Herd immunity won't work without a vaccine, Spanish scientists find
Tuesday, July 7, 2020 @ 9:20 PM
'HERD immunity' may not be a reliable method of reducing the spread of Covid-19, according to a study by Spanish scientists – it seems only a fraction of those exposed to the SARS-CoV-2 virus are immune at all.
In the case of most of the common diseases caused by airborne virii, including by other types of Coronavirus itself – one strain of Coronavirus is responsible for the common cold – vaccinating the most vulnerable members of the population largely prevents mass contagion and, in the case of some contagious or infectious diseases for which vaccinations have been invented, their prevalence has been wiped out altogether in the western world.
Diphtheria, smallpox, and even more recent conditions such as whooping cough are almost extinct now because of those likely to catch them or who would suffer worse if they did being inoculated, and unvaccinated patients who contract them being healthy enough to recover quickly with few or no side-effects, their bodies developing an immunity to them as a result.

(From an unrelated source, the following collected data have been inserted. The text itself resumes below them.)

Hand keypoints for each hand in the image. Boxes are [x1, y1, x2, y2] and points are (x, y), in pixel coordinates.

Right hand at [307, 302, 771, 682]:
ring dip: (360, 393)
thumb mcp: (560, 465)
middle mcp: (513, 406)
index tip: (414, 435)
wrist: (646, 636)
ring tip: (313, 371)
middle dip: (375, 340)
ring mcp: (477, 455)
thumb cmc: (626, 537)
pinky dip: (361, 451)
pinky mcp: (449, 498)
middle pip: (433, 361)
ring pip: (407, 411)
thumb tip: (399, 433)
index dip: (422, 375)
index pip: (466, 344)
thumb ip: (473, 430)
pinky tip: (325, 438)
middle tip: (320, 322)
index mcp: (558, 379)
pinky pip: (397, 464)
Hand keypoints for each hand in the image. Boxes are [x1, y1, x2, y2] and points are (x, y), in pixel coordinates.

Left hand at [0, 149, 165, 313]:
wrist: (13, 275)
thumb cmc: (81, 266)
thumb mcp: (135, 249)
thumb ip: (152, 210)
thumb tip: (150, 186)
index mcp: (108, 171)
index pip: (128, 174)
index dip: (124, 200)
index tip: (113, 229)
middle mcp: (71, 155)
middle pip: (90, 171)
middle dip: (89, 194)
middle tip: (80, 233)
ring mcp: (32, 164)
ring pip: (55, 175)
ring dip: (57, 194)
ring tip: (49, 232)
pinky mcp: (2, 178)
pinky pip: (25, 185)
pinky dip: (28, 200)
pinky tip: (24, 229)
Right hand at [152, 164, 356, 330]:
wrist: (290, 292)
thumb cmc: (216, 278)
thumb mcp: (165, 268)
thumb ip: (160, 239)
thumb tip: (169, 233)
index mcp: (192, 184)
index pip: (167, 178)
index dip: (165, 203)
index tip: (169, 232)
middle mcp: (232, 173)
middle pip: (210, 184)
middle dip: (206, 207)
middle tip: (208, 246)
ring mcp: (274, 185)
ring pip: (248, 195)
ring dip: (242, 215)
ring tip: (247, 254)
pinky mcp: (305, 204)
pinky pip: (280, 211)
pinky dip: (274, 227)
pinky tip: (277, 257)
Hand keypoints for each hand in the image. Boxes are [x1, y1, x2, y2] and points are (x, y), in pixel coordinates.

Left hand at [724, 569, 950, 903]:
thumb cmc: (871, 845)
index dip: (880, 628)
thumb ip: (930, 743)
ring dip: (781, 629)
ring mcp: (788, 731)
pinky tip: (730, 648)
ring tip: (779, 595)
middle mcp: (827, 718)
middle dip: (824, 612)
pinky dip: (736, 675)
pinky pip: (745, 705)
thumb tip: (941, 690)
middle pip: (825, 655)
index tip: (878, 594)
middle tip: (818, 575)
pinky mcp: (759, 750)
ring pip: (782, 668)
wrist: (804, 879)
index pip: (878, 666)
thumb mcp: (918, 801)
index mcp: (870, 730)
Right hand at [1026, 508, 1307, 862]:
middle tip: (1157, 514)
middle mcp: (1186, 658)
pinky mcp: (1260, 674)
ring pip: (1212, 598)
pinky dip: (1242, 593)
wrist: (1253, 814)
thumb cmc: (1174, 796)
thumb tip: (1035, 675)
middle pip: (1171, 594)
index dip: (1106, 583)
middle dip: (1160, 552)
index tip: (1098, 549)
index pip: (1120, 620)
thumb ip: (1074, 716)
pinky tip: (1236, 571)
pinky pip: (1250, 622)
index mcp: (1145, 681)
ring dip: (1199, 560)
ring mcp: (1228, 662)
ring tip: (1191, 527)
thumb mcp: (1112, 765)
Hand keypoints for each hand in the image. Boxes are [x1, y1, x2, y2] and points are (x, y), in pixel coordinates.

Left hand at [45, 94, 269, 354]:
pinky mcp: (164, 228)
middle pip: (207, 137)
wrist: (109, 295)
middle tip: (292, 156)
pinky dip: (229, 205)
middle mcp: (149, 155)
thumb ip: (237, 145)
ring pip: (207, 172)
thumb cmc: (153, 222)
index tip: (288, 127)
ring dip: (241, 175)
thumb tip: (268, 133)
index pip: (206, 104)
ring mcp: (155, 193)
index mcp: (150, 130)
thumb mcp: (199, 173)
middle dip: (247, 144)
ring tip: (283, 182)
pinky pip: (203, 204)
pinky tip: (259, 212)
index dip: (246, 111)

With no vaccination as yet available for Covid-19, 'herd immunity' can only be achieved through those catching it developing antibodies that stop them getting infected again, meaning they cannot pass it onto anyone else.
But Spanish scientists have been carrying out an extensive nationwide study into seroprevalencia – the prevalence of antibodies within the population – and have concluded that around 95% of those tested have not acquired an immunity to the virus.
They tested over 60,000 volunteers who had been exposed to the Coronavirus, according to the results of the experiment published in science journal The Lancet, and discovered antibodies in only around 3,000 of them.